Dodson nodded again. Thank God for small favors, he thought. This early in the morning there wasn’t much stirring along the eastern seaboard.

“General,” another aide said suddenly, motioning to the secure phone in his hand. “The White House is on the line. They ant to know if they should evacuate the President.”

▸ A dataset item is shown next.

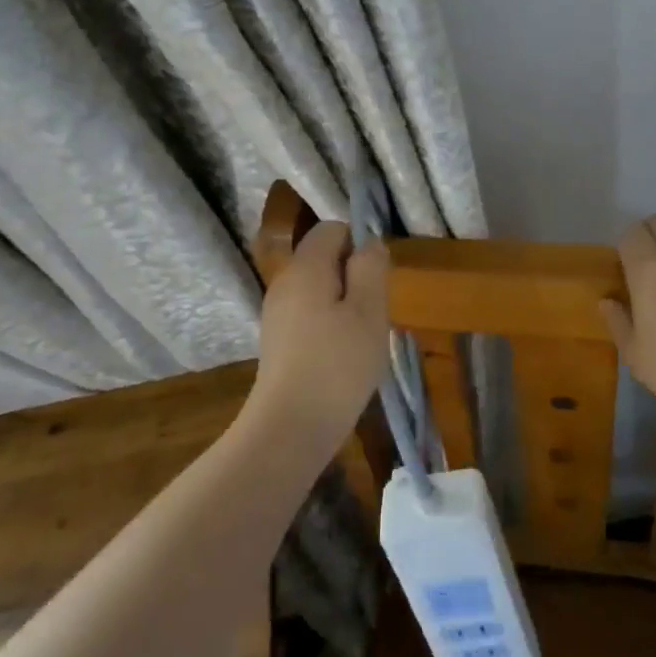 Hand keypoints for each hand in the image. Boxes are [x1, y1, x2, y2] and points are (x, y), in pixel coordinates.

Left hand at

“Negative. There’s no time.” Dodson frowned. Somebody over at the White House wasn’t thinking straight. He checked the clock again.

Four minutes left. They’d barely have been able to get a chopper airborne before the bomb went off.

“Shit,” the Marine lieutenant colonel said suddenly.

Dodson swung around. “what?”

“We just got a call from Norfolk, sir. There’s a Spruance-class destroyer en route to Baltimore for a goodwill visit— DD987, O’ Bannon.”

The general swore suddenly. “Where is she exactly?” He followed the Marine officer’s pointing finger to a large digital map of the Chesapeake Bay region and paled. “Christ almighty … get a flash warning off to her! Now!”